There is error in the result, because of load theft on the potentiometres,  when you increase the power of "operand b" itll actually draw more current down the side from "operand a", so it would give you a more contrastive result than a correct subtraction.

I wished the bare "ground pole" (which is the low PotentialDifference battery...) would short away because its 100% loadless,  but I forgot both operands have a resistor/potentiometre so that wouldnt happen.   So it doesnt work that well anyway.

That's not the whole circuit though, you don't have a circuit, you just have some resistors connected to arbitrary voltages with no return path.
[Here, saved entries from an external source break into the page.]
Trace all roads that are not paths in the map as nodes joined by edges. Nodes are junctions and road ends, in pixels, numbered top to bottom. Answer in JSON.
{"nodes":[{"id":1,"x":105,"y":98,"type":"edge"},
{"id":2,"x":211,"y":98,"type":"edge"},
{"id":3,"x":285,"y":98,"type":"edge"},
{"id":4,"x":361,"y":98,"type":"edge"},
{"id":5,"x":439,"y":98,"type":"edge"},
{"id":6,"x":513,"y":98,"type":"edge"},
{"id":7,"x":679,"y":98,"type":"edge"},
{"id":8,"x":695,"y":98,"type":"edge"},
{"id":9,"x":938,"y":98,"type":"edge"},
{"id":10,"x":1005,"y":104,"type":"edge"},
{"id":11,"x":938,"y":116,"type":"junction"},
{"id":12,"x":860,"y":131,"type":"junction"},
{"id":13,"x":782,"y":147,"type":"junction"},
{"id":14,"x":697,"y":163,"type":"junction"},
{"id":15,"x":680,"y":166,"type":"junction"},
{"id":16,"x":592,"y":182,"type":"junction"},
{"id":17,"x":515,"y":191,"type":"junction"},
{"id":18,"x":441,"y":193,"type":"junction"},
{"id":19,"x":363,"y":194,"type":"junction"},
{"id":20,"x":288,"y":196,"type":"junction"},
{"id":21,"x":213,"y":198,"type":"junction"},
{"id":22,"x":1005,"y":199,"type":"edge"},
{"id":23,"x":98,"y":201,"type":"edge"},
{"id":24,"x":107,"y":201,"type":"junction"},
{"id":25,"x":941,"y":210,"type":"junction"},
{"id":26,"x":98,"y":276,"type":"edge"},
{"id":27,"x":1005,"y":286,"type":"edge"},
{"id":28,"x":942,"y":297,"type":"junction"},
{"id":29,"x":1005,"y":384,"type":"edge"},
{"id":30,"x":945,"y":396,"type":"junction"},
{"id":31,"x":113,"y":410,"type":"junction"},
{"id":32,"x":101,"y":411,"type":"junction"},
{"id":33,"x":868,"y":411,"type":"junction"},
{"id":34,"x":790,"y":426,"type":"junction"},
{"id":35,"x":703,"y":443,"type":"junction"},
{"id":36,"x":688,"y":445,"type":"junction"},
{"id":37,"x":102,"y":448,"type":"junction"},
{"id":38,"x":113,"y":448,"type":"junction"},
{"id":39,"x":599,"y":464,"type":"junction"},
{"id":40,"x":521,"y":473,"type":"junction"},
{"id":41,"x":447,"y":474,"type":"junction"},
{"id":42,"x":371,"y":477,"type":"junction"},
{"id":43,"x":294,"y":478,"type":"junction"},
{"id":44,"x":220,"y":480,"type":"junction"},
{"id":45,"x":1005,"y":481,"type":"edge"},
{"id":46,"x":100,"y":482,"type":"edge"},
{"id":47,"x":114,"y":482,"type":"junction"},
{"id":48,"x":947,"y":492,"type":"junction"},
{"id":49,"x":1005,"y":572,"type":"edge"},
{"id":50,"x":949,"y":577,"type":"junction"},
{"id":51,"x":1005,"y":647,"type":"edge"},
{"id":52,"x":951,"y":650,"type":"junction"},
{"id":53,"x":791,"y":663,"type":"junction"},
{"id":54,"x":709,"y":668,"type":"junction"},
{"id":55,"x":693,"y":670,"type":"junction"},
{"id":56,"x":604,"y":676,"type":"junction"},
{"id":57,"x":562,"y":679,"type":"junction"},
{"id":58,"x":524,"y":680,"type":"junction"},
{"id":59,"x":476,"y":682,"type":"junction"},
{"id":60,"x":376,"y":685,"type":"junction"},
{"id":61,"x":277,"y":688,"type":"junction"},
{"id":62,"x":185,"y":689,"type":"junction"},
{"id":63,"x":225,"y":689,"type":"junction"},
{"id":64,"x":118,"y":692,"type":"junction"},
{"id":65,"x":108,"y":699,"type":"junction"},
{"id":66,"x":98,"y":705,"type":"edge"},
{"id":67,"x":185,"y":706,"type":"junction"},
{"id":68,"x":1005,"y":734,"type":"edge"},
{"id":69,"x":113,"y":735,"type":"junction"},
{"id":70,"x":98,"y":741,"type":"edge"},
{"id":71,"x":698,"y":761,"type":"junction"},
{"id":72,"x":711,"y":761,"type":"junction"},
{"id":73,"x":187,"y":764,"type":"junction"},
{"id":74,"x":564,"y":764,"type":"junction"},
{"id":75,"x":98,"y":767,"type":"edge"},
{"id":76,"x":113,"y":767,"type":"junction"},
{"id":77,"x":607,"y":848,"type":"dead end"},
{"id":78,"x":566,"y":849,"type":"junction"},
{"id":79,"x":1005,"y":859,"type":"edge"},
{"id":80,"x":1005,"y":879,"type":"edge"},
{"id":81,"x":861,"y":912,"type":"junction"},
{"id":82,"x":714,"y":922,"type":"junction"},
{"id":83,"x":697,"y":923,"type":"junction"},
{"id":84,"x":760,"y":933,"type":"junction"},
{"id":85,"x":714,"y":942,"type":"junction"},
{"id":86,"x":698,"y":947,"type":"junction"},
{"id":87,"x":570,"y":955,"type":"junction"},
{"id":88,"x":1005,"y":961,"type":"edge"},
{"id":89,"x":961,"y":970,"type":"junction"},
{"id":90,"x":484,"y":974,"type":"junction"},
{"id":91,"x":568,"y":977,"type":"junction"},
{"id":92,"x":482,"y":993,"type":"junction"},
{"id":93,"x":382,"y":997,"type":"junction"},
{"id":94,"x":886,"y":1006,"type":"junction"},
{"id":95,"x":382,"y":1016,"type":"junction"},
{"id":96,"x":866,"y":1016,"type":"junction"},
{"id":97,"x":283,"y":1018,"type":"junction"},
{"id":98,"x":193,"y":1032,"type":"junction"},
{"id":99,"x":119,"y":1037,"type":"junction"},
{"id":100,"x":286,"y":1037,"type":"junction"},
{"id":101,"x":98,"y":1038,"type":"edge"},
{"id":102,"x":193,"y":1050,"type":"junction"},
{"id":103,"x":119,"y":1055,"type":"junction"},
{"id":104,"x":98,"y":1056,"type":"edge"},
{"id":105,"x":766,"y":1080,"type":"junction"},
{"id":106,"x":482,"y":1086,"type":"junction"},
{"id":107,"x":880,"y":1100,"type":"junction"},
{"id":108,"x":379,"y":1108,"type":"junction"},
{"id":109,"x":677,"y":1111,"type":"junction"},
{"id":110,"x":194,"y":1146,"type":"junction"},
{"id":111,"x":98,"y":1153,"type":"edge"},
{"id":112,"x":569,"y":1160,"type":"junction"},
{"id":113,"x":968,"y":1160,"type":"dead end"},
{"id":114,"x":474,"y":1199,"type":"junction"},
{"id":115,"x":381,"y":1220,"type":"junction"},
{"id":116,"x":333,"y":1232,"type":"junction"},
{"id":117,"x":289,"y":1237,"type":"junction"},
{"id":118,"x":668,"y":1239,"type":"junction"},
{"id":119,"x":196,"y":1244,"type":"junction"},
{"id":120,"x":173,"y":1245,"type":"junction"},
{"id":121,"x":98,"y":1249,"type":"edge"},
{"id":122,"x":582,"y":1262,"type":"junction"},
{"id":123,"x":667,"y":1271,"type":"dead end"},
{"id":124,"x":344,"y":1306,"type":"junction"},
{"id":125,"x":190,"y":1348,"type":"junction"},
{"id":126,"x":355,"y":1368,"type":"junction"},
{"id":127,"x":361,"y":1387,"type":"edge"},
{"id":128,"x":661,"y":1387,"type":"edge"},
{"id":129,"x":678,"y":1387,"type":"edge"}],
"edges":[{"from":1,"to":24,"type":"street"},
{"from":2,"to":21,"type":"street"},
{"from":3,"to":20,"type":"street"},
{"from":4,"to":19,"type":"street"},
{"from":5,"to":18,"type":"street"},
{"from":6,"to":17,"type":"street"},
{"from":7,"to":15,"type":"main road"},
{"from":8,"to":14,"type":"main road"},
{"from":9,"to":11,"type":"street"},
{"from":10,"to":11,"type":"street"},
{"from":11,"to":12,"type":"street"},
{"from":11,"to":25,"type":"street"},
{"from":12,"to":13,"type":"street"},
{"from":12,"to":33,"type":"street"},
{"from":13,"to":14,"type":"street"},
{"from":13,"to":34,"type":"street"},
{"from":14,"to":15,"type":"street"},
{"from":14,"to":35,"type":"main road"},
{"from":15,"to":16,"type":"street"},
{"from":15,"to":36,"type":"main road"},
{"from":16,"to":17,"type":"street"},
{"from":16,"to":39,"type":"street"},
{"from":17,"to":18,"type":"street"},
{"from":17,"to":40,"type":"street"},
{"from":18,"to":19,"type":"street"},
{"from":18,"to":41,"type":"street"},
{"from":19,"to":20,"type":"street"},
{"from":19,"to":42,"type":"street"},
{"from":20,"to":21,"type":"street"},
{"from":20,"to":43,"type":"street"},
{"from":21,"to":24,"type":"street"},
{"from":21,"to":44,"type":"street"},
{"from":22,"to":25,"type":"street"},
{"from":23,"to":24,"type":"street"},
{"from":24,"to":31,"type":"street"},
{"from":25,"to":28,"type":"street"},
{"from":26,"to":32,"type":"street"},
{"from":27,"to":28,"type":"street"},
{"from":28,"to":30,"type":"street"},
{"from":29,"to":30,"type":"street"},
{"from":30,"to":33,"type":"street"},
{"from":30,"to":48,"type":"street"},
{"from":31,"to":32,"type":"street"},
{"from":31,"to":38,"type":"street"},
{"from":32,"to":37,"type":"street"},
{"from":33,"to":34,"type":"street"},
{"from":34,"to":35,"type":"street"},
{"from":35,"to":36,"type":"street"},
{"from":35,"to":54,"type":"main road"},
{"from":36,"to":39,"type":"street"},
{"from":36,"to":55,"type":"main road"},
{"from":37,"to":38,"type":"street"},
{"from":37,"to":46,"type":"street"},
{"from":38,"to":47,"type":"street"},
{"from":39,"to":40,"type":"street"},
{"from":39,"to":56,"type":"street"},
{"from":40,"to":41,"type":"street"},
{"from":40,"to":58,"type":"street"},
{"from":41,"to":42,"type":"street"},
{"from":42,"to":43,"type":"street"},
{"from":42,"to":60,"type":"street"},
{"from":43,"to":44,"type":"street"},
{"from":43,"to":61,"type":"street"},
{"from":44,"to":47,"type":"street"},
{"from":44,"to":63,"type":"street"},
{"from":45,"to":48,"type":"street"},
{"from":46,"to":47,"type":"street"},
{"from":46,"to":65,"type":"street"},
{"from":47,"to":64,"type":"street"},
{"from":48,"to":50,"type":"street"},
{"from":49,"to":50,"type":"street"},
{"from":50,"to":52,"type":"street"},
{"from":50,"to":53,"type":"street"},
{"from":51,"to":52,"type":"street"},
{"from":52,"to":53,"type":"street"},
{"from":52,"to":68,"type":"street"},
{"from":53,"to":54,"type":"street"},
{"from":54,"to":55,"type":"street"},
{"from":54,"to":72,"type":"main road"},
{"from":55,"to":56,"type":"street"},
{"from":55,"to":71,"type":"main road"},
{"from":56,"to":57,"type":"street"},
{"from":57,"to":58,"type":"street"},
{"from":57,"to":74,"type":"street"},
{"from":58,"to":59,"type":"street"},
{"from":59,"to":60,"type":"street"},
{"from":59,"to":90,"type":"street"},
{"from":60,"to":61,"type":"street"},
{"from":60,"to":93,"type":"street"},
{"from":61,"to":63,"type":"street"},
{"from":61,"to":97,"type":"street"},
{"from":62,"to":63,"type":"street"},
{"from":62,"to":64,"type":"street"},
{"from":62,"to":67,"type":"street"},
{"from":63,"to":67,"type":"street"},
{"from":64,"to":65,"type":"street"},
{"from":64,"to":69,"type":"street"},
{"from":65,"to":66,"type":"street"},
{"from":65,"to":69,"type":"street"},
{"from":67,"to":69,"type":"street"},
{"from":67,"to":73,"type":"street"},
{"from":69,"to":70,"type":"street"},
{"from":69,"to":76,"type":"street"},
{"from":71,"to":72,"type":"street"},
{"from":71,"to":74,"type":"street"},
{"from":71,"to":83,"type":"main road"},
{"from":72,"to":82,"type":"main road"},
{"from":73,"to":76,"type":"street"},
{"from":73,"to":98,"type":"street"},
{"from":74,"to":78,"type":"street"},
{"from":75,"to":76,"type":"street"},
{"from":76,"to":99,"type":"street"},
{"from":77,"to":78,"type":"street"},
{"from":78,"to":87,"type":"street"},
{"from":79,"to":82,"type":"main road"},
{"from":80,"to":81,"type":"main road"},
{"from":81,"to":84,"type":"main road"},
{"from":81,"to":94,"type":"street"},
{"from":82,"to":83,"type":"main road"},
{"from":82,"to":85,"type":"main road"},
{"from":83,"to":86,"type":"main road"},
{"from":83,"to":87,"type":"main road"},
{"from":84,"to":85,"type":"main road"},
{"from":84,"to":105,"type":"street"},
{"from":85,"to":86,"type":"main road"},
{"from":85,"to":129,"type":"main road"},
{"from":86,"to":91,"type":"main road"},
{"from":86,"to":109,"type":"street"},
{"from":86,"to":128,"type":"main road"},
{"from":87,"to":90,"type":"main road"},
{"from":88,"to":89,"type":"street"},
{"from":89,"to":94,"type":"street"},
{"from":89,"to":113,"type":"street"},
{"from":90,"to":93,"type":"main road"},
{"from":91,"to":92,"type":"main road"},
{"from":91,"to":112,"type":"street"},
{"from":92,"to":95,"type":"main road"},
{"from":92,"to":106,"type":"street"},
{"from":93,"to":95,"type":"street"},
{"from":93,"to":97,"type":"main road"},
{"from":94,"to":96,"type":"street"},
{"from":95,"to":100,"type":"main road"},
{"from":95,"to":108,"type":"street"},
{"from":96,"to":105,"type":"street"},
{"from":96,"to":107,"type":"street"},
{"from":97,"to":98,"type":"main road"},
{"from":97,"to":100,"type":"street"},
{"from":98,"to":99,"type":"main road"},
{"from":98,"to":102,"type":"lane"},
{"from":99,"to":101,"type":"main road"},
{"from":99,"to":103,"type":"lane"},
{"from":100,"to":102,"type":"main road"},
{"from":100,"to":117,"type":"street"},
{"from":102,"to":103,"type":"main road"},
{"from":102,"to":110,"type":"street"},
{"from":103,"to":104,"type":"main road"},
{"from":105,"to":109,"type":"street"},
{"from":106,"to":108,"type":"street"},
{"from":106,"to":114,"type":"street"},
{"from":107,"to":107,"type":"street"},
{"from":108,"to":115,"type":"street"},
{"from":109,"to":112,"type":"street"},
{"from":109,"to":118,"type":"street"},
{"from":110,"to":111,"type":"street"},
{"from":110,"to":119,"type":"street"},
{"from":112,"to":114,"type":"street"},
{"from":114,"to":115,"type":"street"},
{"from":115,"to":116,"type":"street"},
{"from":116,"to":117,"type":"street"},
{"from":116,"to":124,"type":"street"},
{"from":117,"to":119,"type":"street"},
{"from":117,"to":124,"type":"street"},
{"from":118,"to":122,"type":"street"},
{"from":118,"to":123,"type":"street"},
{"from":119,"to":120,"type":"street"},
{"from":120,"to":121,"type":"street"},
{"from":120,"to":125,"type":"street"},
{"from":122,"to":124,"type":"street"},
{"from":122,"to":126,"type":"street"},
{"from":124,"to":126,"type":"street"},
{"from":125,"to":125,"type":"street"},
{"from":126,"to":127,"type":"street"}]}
Normally "ground" is implied in a circuit, and if this is the case then you have 3 voltage sources relative to this point called "ground" and your meter is also referenced to this point. This is not clear from your schematic though because it isn't drawn.

I'm not sure how you plan to write a simulator when you are missing a fundamental understanding of some of the most basic and rudimentary concepts of electricity. Spend a few hours reading about Kirchoff's laws and that should get you started. You are missing the very, very basic low level concepts and without grasping those you will never understand the rest. It's like trying to understand calculating the trajectory of a rocket without grasping how gravity and Newton's laws of motion work.